EXERCISE BRIEF: Your answer should hold the data exactly as given, minus any picture.

______________________________

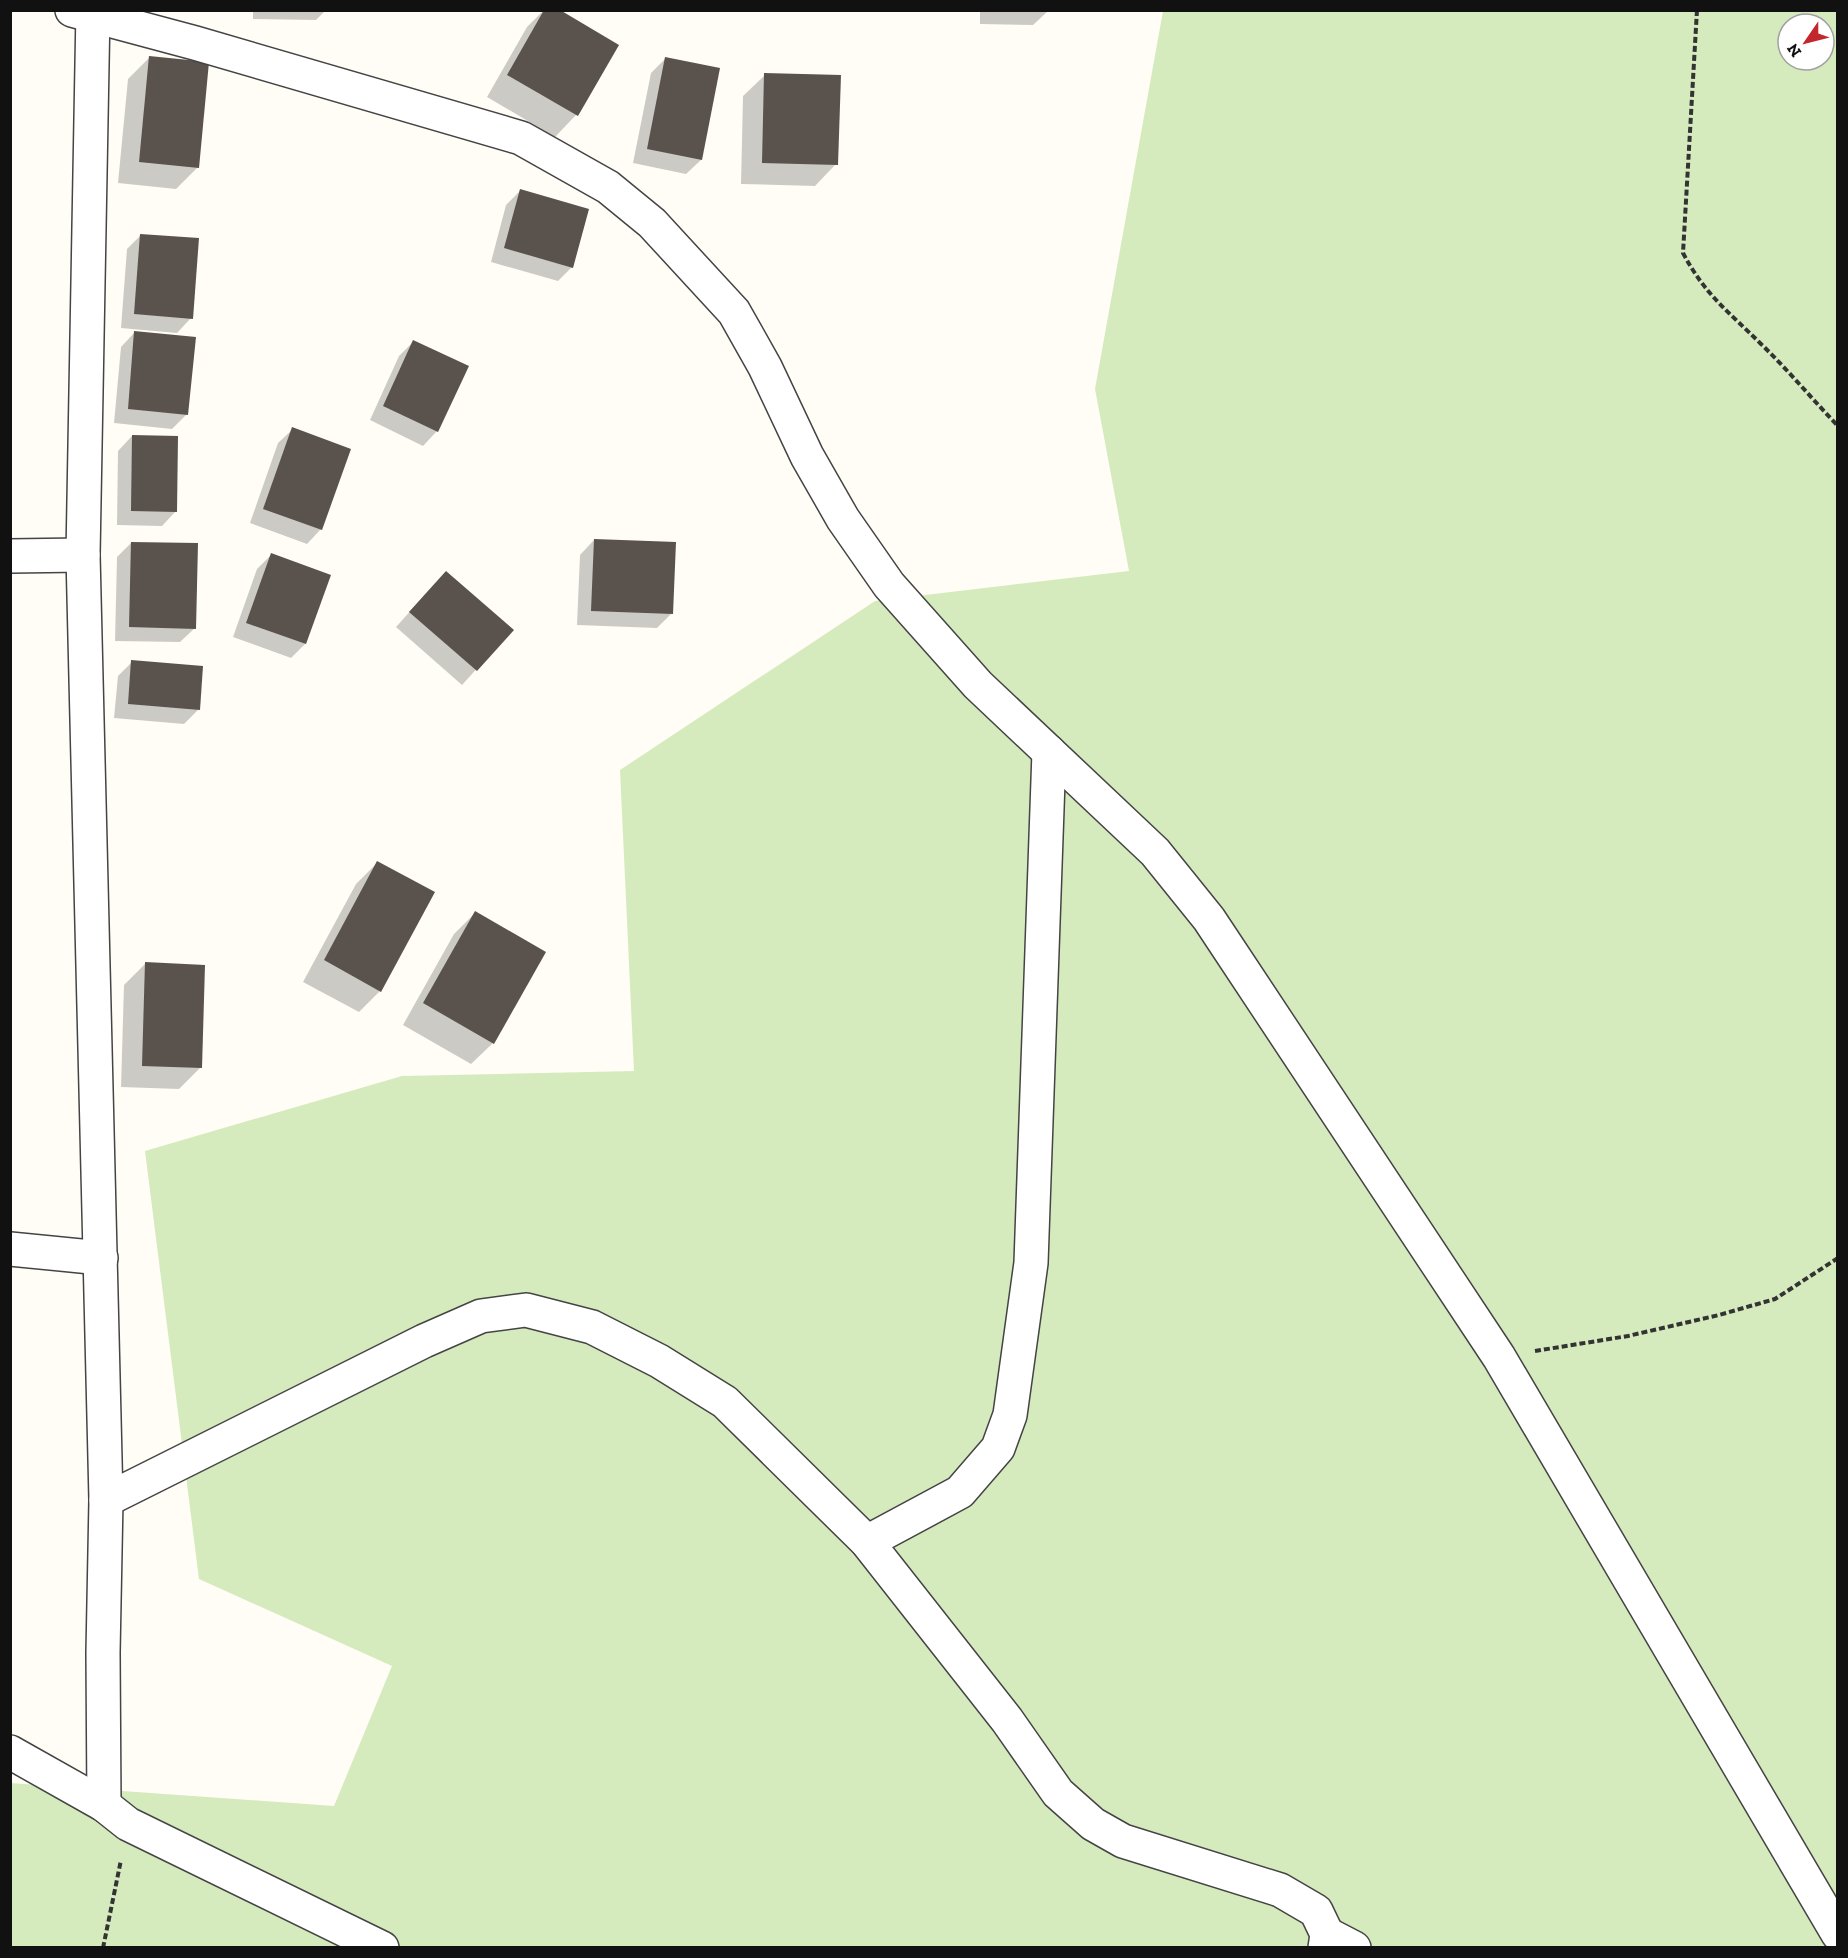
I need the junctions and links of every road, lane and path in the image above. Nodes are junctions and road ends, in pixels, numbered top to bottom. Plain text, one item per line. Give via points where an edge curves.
1 (1697, 10) edge
2 (86, 12) edge
3 (1838, 426) edge
4 (83, 555) junction
5 (10, 556) edge
6 (1049, 752) junction
7 (10, 1249) edge
8 (101, 1258) junction
9 (1838, 1258) edge
10 (1499, 1357) junction
11 (106, 1500) junction
12 (867, 1542) junction
13 (10, 1752) edge
14 (116, 1814) junction
15 (1838, 1934) edge
16 (1335, 1943) edge
17 (103, 1947) edge
18 (382, 1947) edge

1 - 3 path via 1683,253 1697,280 1722,309 1761,343
2 - 4 street
2 - 6 street via 520,138 608,188 652,223 734,312 807,456 843,519 889,585 978,685
4 - 5 street
4 - 8 street
6 - 10 street via 1155,852 1209,919
6 - 12 street via 1031,1263 1010,1415 998,1448 960,1491
7 - 8 street
8 - 11 street
9 - 10 path via 1775,1299 1628,1336
10 - 15 street
11 - 12 street via 424,1341 481,1316 526,1310 592,1327 659,1361 725,1402
11 - 14 street via 103,1653
12 - 16 street via 1007,1720 1058,1793 1093,1824 1123,1841 1280,1890 1316,1911
13 - 14 street
14 - 17 path
14 - 18 street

______________________________

EXERCISE OUTPUT:
I need the junctions and links of every road, lane and path in the image above. Nodes are junctions and road ends, in pixels, numbered top to bottom. Plain text, one item per line. Give via points where an edge curves.
1 (1697, 10) edge
2 (86, 12) edge
3 (1838, 426) edge
4 (83, 555) junction
5 (10, 556) edge
6 (1049, 752) junction
7 (10, 1249) edge
8 (101, 1258) junction
9 (1838, 1258) edge
10 (1499, 1357) junction
11 (106, 1500) junction
12 (867, 1542) junction
13 (10, 1752) edge
14 (116, 1814) junction
15 (1838, 1934) edge
16 (1335, 1943) edge
17 (103, 1947) edge
18 (382, 1947) edge

1 - 3 path via 1683,253 1697,280 1722,309 1761,343
2 - 4 street
2 - 6 street via 520,138 608,188 652,223 734,312 807,456 843,519 889,585 978,685
4 - 5 street
4 - 8 street
6 - 10 street via 1155,852 1209,919
6 - 12 street via 1031,1263 1010,1415 998,1448 960,1491
7 - 8 street
8 - 11 street
9 - 10 path via 1775,1299 1628,1336
10 - 15 street
11 - 12 street via 424,1341 481,1316 526,1310 592,1327 659,1361 725,1402
11 - 14 street via 103,1653
12 - 16 street via 1007,1720 1058,1793 1093,1824 1123,1841 1280,1890 1316,1911
13 - 14 street
14 - 17 path
14 - 18 street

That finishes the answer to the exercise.